Actually it’s not really accurate to call them ‘non-probabilistic algorithms’ anyway, because some of them do have probabilistic (or at least pseudo-random) aspects. The distinction is more about whether you have a probability model for the data and are estimating its parameters or some other features of that model, and then interpreting the results in terms of the probabilistic aspects of the model. Regression, that John mentions, is an interesting case. If you’re talking about linear regression, then you would typically estimate the parameters using least squares, and that doesn’t involve a probabilistic model at all, you just minimise some deterministic function of the data (the sum of squares of the residuals) and that gives parameter estimates. It’s what you do with it after that, that determines in which bit of Breiman’s two cultures you sit. Often a statistician would assume independent normally distributed errors, so that’s a probabilistic model for the data, and then you make inferences based on that, with or without checking whether the model seems to come near the data. That would make you what Breiman calls a “data modeller”. But you don’t have to do that. You could estimate the parameters in the regression equation using least squares, using only part of the data (the training set), and them you could check out how good the predictions from the model with those estimates are in a separate test set, and if they’re good enough, you could conclude that the model is useful without the normal distributions attached. (Or you could do that in fancier ways using cross-validation or some such.) In Breiman’s sense that would make you an algorithmic modeller.
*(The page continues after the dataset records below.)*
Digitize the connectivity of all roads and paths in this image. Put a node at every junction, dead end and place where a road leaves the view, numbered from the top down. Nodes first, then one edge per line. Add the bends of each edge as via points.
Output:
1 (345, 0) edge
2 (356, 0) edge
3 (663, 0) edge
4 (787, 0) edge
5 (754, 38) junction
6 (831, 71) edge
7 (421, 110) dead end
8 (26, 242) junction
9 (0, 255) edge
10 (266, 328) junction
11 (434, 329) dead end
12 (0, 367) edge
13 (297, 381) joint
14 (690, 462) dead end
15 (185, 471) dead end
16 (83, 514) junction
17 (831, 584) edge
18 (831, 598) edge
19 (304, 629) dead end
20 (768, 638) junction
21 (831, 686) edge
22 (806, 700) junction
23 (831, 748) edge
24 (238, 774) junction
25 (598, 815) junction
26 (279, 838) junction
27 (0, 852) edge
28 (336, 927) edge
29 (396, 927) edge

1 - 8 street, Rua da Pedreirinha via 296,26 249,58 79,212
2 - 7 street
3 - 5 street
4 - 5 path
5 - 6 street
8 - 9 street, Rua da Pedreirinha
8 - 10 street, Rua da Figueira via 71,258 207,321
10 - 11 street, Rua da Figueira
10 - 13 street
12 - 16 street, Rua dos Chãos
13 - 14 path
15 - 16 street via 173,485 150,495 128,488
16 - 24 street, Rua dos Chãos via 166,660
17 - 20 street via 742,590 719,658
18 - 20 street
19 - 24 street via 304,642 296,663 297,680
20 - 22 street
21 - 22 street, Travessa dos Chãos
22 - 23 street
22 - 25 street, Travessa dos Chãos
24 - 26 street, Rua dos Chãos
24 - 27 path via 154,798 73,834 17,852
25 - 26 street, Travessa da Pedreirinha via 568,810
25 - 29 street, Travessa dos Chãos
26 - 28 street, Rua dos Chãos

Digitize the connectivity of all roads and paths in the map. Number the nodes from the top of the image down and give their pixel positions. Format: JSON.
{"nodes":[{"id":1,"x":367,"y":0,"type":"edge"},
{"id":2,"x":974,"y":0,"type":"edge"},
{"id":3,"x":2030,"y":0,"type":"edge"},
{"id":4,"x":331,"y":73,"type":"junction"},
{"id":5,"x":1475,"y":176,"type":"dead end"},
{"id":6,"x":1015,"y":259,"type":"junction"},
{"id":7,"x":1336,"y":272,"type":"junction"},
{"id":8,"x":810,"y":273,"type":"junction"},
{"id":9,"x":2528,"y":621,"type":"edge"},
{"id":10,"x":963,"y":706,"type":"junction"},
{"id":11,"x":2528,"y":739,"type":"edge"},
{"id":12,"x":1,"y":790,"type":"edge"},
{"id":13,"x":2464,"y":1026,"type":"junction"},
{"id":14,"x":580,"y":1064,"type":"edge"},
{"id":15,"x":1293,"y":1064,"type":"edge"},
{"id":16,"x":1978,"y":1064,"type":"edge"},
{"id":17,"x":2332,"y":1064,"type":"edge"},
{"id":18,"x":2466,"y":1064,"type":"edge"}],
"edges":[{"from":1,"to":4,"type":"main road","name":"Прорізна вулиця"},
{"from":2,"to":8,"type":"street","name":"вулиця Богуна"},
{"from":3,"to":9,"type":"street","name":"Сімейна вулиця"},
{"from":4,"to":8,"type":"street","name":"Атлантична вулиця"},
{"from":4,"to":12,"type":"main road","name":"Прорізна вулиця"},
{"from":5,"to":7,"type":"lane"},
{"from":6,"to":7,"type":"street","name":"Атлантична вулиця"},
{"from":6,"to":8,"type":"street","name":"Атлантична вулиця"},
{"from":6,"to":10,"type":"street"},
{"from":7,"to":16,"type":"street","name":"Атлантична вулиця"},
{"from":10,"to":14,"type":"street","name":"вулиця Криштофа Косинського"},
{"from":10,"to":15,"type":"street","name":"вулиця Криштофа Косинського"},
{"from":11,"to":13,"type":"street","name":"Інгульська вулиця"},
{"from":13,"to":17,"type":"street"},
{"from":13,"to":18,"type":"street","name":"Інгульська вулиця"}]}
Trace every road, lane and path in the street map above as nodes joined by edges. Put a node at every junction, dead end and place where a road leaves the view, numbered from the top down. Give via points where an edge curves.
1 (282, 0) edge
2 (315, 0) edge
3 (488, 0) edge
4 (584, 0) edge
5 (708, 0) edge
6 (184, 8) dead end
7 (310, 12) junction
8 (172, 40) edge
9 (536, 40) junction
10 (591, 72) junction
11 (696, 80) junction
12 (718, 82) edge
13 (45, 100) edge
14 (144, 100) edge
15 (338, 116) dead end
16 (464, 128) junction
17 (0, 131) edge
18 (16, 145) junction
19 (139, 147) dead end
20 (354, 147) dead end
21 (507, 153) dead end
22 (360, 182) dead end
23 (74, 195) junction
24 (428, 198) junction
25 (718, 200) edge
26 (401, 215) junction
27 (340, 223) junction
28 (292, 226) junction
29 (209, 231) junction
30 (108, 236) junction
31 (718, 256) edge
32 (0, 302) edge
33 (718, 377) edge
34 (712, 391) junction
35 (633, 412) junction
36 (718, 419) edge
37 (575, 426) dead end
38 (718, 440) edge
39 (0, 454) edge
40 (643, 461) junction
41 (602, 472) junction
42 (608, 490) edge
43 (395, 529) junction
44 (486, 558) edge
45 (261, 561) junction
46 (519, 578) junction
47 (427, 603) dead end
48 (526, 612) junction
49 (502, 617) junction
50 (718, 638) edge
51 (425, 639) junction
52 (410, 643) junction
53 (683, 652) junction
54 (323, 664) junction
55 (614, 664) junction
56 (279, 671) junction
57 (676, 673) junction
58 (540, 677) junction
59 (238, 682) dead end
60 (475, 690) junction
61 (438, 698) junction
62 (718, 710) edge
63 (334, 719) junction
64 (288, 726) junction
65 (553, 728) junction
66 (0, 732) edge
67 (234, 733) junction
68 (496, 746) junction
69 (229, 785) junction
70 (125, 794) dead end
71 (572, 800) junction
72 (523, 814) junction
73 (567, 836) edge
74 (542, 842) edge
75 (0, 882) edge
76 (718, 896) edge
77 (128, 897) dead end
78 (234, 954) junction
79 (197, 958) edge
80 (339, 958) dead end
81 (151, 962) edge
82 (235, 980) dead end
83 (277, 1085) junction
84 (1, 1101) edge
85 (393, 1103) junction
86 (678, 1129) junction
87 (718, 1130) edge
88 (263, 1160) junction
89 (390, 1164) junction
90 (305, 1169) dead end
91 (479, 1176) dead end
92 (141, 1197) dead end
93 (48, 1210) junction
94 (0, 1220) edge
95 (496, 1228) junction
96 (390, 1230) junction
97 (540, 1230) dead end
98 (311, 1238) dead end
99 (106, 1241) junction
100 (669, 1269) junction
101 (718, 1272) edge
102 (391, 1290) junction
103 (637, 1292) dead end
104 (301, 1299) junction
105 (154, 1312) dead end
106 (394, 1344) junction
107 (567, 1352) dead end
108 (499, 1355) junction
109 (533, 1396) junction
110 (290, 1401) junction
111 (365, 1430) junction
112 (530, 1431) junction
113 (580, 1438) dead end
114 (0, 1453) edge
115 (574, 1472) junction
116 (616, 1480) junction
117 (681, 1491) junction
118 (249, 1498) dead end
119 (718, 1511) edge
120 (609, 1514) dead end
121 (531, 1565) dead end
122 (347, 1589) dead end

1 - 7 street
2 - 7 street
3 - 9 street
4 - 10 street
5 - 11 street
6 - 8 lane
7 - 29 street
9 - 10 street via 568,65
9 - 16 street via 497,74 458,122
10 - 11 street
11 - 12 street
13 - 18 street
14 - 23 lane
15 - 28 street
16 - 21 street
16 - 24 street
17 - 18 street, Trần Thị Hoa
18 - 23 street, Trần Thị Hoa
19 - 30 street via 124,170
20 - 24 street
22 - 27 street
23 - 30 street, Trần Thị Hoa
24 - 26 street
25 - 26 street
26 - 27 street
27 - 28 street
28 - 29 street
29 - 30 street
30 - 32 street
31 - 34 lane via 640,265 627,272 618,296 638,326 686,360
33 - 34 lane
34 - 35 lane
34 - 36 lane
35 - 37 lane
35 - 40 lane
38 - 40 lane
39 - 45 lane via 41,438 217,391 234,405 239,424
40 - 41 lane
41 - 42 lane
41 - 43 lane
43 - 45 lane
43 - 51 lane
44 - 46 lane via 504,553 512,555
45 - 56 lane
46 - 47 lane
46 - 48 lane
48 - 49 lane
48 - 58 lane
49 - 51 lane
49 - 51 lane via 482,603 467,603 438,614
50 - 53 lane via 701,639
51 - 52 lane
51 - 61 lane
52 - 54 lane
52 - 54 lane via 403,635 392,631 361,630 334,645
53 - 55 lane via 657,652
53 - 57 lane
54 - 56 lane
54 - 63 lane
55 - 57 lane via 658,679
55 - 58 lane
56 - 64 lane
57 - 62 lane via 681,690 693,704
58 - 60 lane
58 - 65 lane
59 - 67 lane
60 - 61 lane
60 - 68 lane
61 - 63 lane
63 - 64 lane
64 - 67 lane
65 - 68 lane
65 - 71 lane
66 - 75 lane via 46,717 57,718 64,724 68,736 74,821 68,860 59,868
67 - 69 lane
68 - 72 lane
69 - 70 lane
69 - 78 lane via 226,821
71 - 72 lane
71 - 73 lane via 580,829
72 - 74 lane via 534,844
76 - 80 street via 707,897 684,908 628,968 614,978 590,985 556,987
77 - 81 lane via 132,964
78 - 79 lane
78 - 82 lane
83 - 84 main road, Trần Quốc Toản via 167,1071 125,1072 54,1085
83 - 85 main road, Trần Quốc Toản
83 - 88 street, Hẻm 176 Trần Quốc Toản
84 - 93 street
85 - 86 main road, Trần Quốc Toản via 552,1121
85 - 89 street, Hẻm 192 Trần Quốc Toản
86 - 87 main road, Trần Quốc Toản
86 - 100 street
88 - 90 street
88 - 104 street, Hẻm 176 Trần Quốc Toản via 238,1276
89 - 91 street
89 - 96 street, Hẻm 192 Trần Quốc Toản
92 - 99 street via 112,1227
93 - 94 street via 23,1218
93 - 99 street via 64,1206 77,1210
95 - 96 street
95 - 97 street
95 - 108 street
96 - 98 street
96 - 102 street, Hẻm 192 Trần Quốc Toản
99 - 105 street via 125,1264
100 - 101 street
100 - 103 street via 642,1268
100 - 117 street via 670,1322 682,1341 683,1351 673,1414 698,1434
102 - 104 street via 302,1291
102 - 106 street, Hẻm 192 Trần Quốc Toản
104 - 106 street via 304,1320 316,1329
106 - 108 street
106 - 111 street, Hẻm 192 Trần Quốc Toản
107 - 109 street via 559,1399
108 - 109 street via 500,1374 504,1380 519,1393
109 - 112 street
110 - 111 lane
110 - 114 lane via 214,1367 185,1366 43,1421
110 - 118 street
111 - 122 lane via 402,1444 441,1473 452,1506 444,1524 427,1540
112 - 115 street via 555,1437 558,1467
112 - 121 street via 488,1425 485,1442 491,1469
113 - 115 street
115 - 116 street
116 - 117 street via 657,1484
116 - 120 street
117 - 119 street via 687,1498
Though Breiman clearly favours algorithmic modelling in most circumstances, he does point out that both approaches are valid at least some of the time.

 

Kevin

 

Kevin McConway

Emeritus Professor of Applied Statistics

The Open University

[log in to unmask]

 

 

 

From: email list for Radical Statistics <[log in to unmask]> On Behalf Of John Bibby
Sent: 02 March 2020 20:40
To: [log in to unmask]
Subject: Re: Do statisticians hate algorithms?

 

CAUTION: This mail comes from outside the University. Please consider this before opening attachments, clicking links, or acting on the content.

Isn't regression an algorithm? The word is misused. The statistical prejudice is against non probabilistic algorithms.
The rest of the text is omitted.